Nikita Munjal is an IP Innovation Clinic Fellow, a Student Editor with the Intellectual Property Journal, and a third-year JD/MBA Candidate at Osgoode Hall Law School.
Creative works, such as artworks, qualify for copyright protection if they are original. It is not surprising that human artists are granted such protections. The labour, skills, and expertise required to create are apparent to anyone who dabbles in the fine arts or enjoys its casual consumption. However, recent developments in India may signal the emergence of a new era of protection extending beyond humans to include artificial intelligence.
In August of 2021, India’s copyright office recognized the RAGHAV Painting App, an artificial intelligence tool, as the co-author of a copyright-protected artistic work, Suryast. According to Ankit Sahni, an IP lawyer who owns RAGHAV and is the co-author of Suryast, the copyright office rejected an application listing RAGHAV as the sole author. Competing conceptions of ‘authorship’ and ‘originality’ in the copyright community explain this rejection.
There are two opposing views on authorship and originality regarding copyright protection for AI-assisted or AI-generated works. Some stakeholders believe an author must be a natural person. They assert that copyright law is meant to “encourage human beings to create and disseminate works,” and extending copyright protection to AI would result in irreparable economic harms since humans would not be able to create at the same pace as AI. These proponents recommend extending copyright only to AI-assisted works, rather than AI-generated works, given that a natural person was involved in the creative process.
Others assert that denying AI-generated works copyright protection would stifle innovation. Given how integral AI has become for businesses and research, any nation that adopts laws favourable to AI could boost its economy by attracting investors and businesses.
Which side of the spectrum is Canada on?
The Copyright Act does not explicitly define the term “author” or whether an AI application can be an author of a work.
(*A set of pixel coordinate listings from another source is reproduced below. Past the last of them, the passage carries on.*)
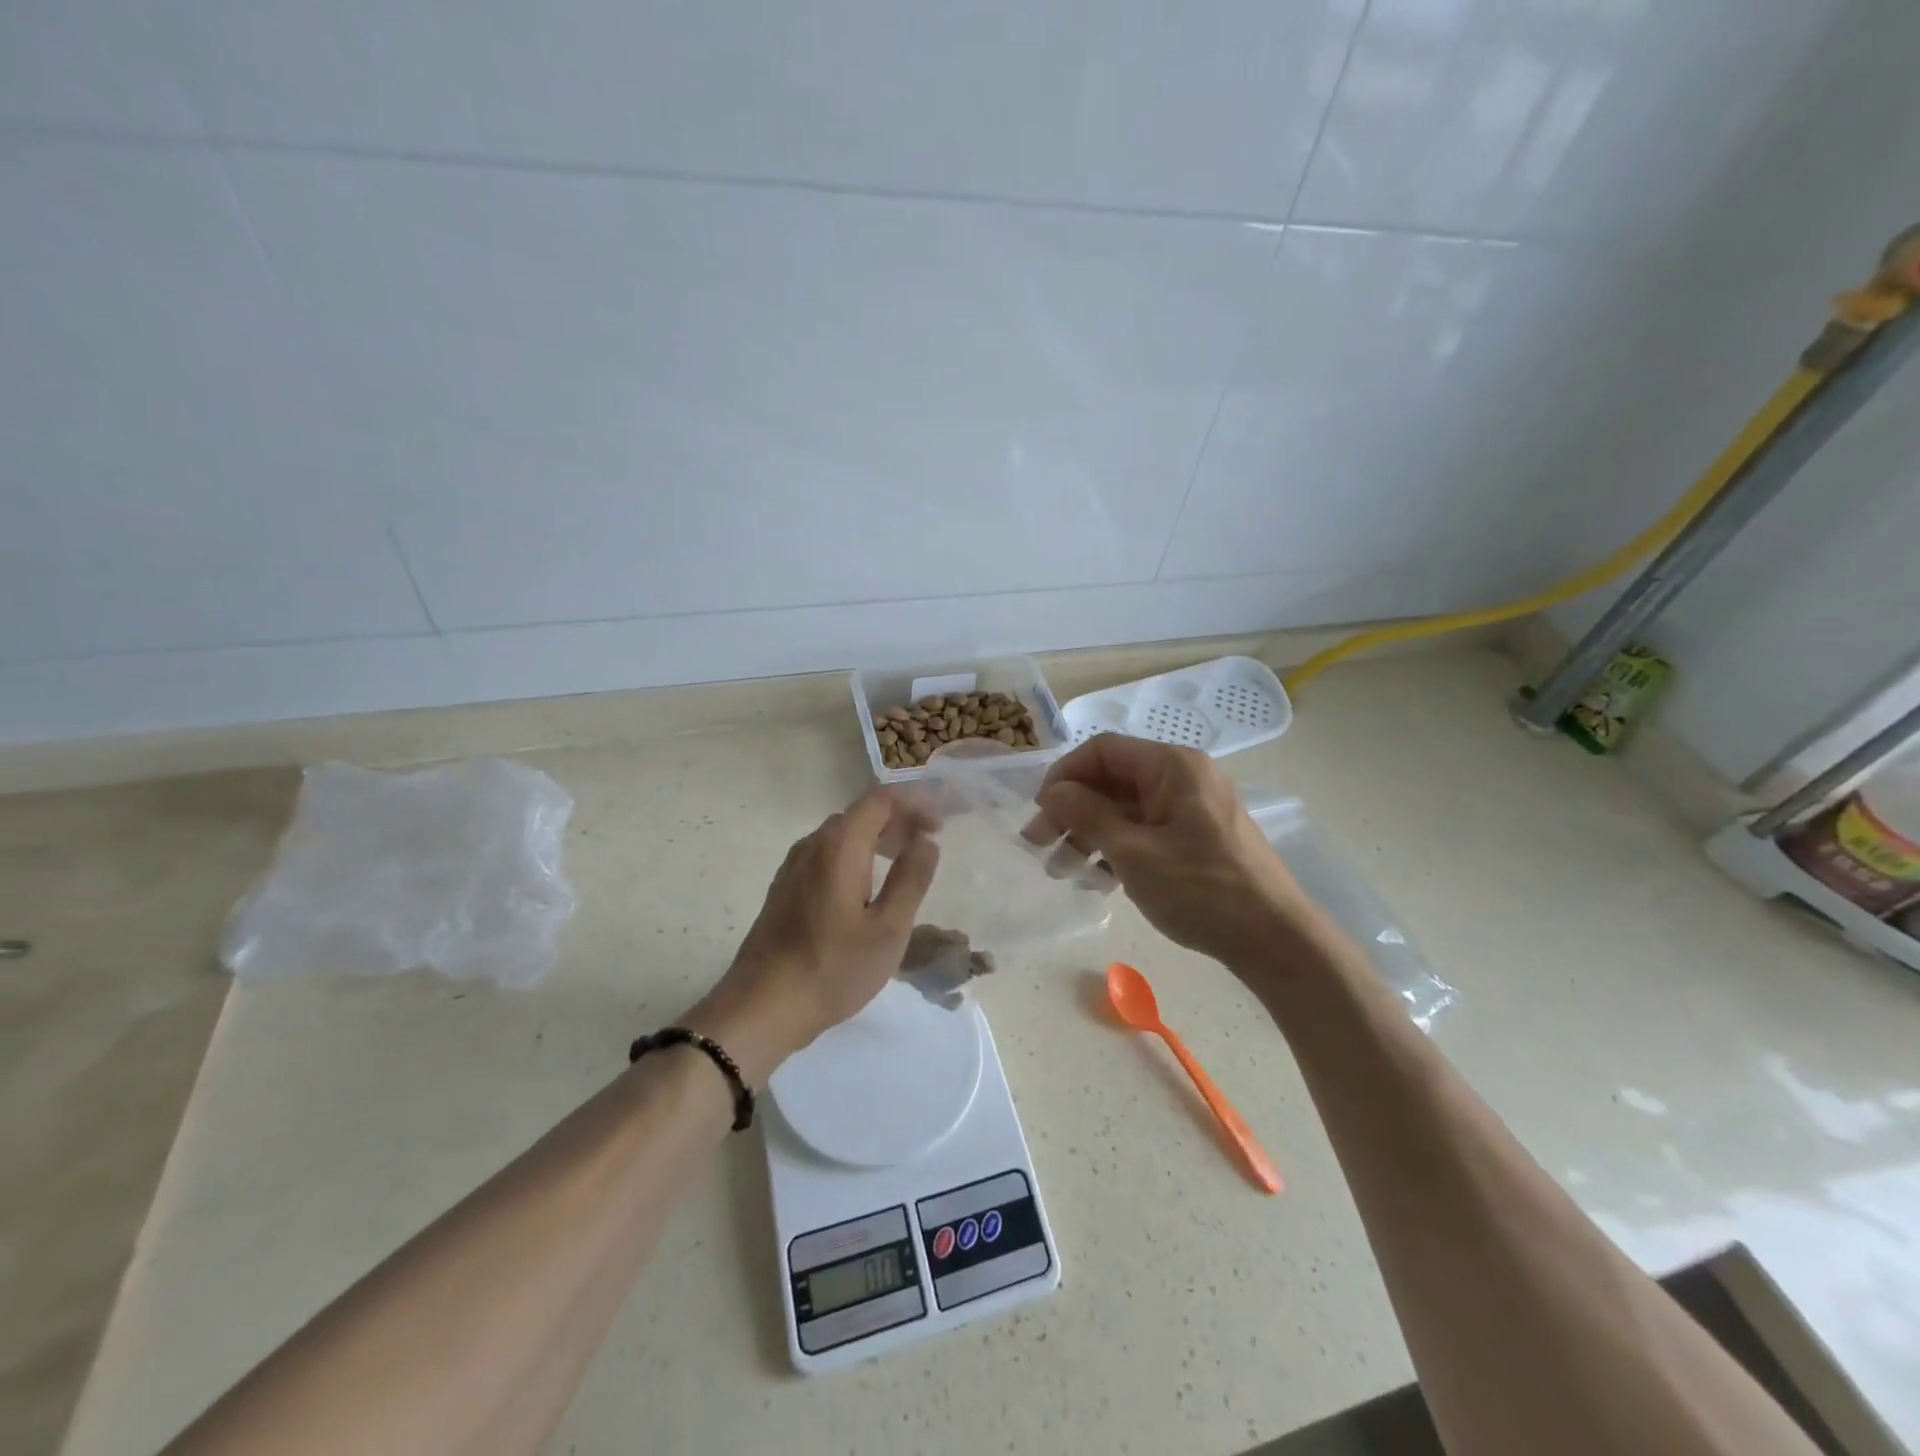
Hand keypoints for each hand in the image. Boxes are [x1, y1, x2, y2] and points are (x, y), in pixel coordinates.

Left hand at [685, 788, 938, 1083]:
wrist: (762, 1007)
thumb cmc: (833, 969)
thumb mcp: (888, 929)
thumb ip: (911, 878)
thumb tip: (927, 840)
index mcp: (839, 846)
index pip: (881, 800)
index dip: (916, 802)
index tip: (944, 821)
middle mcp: (813, 844)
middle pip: (862, 813)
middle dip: (900, 819)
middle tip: (931, 841)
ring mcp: (794, 865)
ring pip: (844, 834)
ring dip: (878, 837)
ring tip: (907, 859)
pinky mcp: (786, 887)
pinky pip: (828, 854)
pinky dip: (857, 854)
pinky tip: (869, 884)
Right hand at [1028, 736, 1316, 968]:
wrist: (1274, 939)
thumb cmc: (1200, 889)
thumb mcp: (1133, 852)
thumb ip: (1087, 815)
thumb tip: (1053, 792)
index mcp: (1172, 766)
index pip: (1103, 751)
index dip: (1064, 775)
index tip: (1039, 810)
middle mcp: (1184, 777)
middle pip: (1113, 779)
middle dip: (1071, 810)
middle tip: (1038, 844)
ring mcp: (1193, 808)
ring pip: (1126, 808)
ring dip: (1089, 833)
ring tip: (1062, 870)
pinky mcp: (1198, 837)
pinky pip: (1146, 829)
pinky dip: (1117, 847)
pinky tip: (1097, 879)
However, Canadian copyright jurisprudence has previously suggested that an author “must be a natural person who exercises skill and judgment in creating the work.” Moreover, the exercise of skill and judgment required to produce the work “must not be so trivial that it could be characterized as a purely mechanical exercise” (at para 16).
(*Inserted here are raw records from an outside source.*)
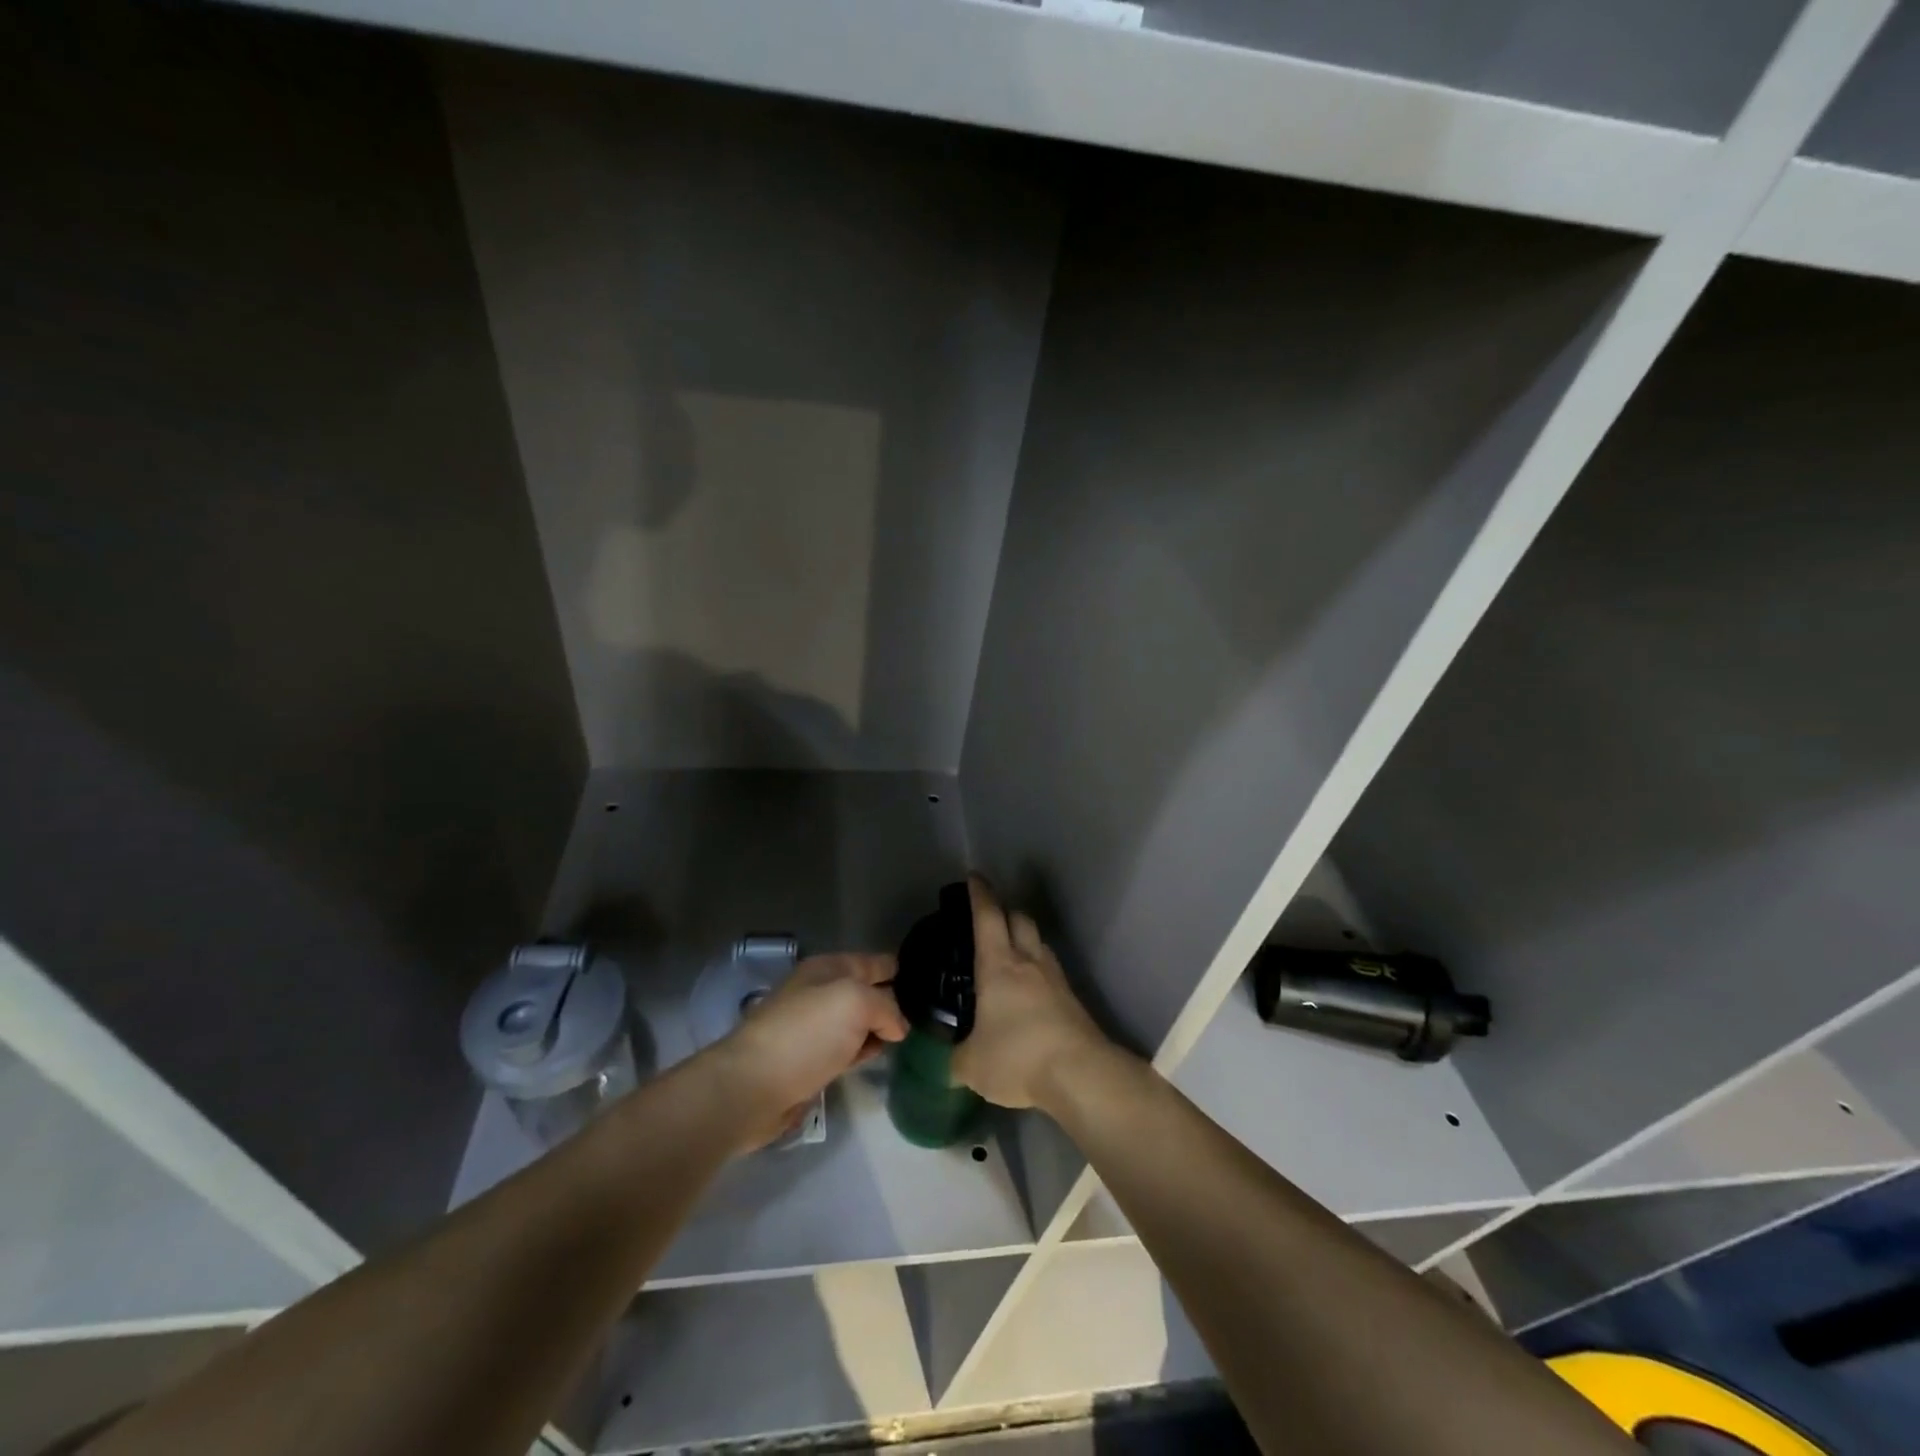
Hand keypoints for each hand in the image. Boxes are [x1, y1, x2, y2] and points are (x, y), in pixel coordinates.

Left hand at [709, 953, 907, 1146]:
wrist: (752, 1087)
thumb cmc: (806, 1034)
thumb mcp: (856, 1002)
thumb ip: (886, 1006)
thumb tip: (896, 1027)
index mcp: (828, 969)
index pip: (873, 961)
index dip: (898, 968)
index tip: (925, 980)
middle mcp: (820, 993)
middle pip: (866, 991)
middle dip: (892, 999)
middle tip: (923, 1012)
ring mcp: (814, 1029)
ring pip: (857, 1022)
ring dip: (878, 1028)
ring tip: (909, 1036)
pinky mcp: (810, 1062)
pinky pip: (846, 1049)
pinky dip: (863, 1051)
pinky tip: (877, 1056)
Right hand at [953, 878, 1111, 1111]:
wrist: (1081, 1075)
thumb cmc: (1018, 1057)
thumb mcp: (972, 1065)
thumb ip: (957, 1058)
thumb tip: (953, 1062)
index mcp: (998, 965)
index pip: (988, 916)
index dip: (980, 894)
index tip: (974, 877)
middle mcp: (1029, 962)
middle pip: (1020, 919)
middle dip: (1004, 911)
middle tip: (989, 918)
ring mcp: (1055, 979)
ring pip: (1038, 943)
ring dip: (1024, 939)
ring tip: (1010, 954)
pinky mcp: (1073, 1000)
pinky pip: (1051, 971)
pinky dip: (1038, 970)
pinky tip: (1030, 990)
In July of 2021, acknowledging AI’s potential for challenging notions of authorship and originality, Innovation, Science and Economic Development Canada (ISED) launched a consultation titled A Consultation on a Modern Copyright Framework for Artificial Intelligence and the Internet of Things. Invested stakeholders had until September 17, 2021, to provide submissions on what policy measures should be undertaken to ensure that Canada’s copyright framework “continues to achieve its underlying policy objectives and related priorities in the face of the challenges brought about by AI and the Internet of Things.”
Any decision the Canadian government makes regarding the copyright framework will not exist in a vacuum; it will be affected by developments in other jurisdictions. The United States, United Kingdom, and the World Intellectual Property Organization (WIPO) are just a few entities that have held consultations on whether intellectual property frameworks are the appropriate venue to address these matters. Indeed, given how closely this decision from India followed the patent declaration in South Africa, it seems to be only a matter of time before Canadian copyright laws are amended.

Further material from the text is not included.